Para piorar, o governo insiste no erro e anuncia a construção de mais quatro usinas no Nordeste. Faz também planos para obter a auto-suficiência na produção de combustível nuclear para todos os novos reatores até 2014. Se isso acontecer, a mineração de urânio terá que ser ampliada, aumentando também os custos, riscos e impactos associados à geração de energia nuclear no Brasil. A mineração do urânio é a primeira etapa de uma série de impactos da energia nuclear, que só aumentam durante todo o ciclo de produção do combustível. O processo culmina com a produção de rejeitos radioativos que saem dos reatores nucleares. Quanto mais usinas forem construídas, mais lixo, insegurança e desprezo às leis ambientais teremos no país.

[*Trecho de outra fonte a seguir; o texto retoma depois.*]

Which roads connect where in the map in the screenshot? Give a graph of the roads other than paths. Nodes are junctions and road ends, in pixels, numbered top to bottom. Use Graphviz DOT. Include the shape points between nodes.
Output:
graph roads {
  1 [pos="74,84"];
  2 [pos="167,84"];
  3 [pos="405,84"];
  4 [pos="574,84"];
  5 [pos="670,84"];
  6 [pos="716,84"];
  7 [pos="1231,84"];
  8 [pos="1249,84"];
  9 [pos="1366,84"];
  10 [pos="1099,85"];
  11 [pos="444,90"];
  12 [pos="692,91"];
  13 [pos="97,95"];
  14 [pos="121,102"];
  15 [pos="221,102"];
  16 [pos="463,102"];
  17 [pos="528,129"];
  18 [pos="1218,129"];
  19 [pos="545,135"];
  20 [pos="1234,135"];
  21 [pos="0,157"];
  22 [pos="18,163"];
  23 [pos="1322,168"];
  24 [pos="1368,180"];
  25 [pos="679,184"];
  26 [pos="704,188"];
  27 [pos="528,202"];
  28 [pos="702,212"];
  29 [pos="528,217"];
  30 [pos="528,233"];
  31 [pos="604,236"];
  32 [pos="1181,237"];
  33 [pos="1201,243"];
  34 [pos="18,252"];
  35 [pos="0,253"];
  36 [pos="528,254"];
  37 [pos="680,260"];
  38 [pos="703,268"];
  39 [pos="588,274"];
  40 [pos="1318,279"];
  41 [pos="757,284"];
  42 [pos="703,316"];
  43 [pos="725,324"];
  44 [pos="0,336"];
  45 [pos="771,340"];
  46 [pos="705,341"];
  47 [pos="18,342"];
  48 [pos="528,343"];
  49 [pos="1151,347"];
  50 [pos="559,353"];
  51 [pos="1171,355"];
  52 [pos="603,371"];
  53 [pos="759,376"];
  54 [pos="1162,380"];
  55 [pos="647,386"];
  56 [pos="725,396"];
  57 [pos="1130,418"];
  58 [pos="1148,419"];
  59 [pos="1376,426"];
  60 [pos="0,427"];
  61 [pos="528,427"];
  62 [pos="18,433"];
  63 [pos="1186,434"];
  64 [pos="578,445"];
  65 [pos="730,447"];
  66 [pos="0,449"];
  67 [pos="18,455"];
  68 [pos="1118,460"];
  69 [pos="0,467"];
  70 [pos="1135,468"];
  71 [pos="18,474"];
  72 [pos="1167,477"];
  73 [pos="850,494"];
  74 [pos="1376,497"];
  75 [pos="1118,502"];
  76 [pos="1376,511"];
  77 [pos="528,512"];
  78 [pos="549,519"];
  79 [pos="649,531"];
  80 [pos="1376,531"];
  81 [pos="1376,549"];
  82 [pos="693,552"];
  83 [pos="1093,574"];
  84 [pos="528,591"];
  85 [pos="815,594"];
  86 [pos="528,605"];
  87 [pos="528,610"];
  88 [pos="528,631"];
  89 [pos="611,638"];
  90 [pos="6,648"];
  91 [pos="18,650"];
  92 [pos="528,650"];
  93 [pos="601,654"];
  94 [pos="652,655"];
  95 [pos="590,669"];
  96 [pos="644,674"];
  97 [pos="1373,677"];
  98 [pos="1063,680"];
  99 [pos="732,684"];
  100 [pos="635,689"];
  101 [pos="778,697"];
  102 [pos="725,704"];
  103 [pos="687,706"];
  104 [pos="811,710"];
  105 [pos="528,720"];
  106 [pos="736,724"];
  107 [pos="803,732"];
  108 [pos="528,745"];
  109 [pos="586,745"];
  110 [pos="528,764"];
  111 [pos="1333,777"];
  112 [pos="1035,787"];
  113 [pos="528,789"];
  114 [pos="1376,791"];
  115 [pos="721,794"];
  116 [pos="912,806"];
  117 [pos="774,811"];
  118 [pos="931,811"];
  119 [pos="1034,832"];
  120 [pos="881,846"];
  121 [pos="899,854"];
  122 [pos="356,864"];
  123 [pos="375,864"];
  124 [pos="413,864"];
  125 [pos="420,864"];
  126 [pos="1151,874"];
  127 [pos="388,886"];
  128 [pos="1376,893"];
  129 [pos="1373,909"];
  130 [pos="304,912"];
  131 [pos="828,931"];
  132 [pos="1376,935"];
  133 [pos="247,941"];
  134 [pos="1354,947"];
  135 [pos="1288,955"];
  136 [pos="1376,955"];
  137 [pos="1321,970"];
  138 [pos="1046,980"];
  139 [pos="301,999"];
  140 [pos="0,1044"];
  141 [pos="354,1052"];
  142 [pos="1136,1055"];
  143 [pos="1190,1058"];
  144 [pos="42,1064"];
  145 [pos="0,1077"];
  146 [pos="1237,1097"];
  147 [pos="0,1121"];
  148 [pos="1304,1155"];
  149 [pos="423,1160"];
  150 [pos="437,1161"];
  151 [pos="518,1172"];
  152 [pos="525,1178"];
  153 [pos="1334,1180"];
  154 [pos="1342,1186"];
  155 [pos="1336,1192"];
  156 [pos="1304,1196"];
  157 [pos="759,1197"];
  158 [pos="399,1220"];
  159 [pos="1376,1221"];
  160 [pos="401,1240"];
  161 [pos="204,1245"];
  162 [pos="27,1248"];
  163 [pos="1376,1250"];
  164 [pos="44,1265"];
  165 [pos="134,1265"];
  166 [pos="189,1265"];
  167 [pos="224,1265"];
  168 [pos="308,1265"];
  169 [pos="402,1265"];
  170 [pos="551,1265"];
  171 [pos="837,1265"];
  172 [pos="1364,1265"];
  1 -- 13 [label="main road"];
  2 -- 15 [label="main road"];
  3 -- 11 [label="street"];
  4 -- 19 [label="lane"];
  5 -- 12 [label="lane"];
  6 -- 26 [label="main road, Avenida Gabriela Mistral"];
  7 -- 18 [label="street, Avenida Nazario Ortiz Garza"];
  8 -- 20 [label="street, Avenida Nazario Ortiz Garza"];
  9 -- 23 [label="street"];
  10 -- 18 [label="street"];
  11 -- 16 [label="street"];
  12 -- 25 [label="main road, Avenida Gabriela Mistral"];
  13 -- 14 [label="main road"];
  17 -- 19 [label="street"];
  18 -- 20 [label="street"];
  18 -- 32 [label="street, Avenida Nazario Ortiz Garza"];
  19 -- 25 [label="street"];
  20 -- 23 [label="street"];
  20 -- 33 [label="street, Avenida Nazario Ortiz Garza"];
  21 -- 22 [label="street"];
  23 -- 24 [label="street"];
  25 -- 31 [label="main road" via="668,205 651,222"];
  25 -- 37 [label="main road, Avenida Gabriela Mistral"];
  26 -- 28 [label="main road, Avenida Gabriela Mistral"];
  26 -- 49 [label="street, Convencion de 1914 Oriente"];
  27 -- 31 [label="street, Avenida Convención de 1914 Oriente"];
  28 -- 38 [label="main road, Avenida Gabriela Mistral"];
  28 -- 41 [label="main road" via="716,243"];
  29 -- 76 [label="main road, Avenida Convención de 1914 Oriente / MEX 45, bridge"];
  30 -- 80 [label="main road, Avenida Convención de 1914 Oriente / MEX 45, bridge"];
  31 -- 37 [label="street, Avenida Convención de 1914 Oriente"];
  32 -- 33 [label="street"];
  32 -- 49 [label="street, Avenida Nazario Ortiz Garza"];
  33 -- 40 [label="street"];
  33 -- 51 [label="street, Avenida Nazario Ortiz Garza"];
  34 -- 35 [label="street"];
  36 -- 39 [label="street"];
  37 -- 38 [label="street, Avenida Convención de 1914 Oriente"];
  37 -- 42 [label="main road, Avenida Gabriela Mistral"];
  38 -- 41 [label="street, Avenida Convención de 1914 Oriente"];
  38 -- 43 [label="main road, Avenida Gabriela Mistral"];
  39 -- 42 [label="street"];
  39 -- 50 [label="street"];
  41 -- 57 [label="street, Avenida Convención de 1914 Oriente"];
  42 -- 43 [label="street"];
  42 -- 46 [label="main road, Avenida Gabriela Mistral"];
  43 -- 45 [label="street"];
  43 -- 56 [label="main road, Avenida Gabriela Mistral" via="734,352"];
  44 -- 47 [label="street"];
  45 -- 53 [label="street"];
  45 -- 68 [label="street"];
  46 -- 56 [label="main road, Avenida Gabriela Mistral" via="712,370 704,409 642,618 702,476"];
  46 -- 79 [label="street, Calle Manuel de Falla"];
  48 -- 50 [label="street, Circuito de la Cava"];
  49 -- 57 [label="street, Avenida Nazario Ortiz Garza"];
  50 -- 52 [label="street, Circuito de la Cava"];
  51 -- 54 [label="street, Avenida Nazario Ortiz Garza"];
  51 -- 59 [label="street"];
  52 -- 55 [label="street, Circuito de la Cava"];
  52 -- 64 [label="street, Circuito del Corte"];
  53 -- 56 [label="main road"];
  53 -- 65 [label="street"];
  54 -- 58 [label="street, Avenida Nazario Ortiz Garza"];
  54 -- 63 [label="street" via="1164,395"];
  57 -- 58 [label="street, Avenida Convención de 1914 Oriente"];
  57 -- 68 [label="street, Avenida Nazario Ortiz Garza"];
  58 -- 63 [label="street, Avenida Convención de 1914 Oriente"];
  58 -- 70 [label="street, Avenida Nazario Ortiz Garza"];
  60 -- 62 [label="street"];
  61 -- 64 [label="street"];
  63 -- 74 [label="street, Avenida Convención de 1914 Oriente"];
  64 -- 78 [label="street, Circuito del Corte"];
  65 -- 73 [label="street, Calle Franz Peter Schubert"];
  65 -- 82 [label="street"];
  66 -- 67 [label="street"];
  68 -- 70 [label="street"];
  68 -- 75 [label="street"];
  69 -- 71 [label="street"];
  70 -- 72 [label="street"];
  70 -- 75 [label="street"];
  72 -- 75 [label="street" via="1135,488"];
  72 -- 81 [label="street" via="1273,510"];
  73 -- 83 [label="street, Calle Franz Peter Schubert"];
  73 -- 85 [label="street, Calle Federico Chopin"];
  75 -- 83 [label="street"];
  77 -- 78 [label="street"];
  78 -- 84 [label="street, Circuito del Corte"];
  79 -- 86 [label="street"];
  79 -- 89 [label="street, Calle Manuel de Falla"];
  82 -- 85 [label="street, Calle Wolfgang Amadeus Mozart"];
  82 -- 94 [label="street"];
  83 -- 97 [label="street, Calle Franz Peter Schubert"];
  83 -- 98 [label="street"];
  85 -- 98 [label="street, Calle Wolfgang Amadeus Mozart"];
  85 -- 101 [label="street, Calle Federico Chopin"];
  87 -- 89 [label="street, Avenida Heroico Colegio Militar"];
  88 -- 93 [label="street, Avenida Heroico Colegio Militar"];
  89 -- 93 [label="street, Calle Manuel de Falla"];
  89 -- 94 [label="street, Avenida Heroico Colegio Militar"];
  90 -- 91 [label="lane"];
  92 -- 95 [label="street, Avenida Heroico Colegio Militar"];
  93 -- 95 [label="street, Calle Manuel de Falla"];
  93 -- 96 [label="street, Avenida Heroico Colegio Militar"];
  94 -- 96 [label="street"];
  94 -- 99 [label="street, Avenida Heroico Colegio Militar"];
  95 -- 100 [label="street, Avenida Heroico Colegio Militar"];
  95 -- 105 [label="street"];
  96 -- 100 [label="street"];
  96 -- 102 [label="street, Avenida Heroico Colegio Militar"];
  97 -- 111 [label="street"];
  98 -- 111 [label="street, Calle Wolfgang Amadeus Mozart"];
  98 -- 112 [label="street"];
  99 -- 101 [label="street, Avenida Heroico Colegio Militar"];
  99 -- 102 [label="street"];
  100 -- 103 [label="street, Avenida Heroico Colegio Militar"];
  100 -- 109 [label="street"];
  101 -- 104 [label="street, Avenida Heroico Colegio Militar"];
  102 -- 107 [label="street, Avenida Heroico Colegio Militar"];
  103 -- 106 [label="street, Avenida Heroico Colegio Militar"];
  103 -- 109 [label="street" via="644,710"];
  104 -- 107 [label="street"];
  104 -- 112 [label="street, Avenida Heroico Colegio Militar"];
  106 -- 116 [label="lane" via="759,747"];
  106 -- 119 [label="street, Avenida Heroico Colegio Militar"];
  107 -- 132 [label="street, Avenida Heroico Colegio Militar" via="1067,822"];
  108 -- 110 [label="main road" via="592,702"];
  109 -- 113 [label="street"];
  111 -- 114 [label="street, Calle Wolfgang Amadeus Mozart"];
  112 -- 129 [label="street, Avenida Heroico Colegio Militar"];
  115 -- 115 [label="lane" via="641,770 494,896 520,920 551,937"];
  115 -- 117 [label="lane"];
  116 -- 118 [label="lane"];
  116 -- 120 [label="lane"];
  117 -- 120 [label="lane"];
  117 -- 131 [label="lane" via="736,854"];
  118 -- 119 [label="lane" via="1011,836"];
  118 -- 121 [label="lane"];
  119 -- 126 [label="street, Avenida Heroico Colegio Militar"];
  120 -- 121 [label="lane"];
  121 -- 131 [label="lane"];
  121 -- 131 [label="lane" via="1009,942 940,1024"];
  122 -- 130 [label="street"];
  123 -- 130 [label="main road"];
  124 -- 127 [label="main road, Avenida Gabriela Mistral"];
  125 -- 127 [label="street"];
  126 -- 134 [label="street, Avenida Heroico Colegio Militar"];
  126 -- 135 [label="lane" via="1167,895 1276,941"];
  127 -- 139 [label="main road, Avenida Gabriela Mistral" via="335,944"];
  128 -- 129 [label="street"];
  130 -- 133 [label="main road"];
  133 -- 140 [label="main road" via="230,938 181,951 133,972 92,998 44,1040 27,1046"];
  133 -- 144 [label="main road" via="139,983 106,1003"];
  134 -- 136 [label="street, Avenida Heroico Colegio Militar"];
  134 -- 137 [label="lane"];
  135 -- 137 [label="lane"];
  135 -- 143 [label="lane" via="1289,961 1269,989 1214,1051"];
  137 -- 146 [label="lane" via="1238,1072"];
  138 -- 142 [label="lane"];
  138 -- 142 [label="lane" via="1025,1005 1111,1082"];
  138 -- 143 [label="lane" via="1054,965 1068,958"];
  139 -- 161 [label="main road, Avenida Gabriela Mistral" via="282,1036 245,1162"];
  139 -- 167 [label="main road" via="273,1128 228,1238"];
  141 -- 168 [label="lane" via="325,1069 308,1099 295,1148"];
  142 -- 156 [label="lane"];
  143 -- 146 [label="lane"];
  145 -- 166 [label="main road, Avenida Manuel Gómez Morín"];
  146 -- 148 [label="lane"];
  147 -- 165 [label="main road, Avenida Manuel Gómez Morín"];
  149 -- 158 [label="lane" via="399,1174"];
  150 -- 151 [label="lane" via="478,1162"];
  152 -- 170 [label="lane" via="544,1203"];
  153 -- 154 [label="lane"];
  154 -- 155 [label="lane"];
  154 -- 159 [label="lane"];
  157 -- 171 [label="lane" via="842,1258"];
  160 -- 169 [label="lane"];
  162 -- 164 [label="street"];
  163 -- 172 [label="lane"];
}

“O governo federal está atropelando a legislação ambiental brasileira, fruto de tanto debate e luta da sociedade. Ao impor ao Ibama e ao Ministério do meio Ambiente uma solução técnica para a decisão política de ressuscitar o programa nuclear brasileiro, o governo desconsidera os impactos ambientais e as alternativas disponíveis no país. O licenciamento ambiental acaba sendo o único canal de discussão da sociedade, mas que acontece sob o peso de uma decisão já tomada”, lamenta Rebeca.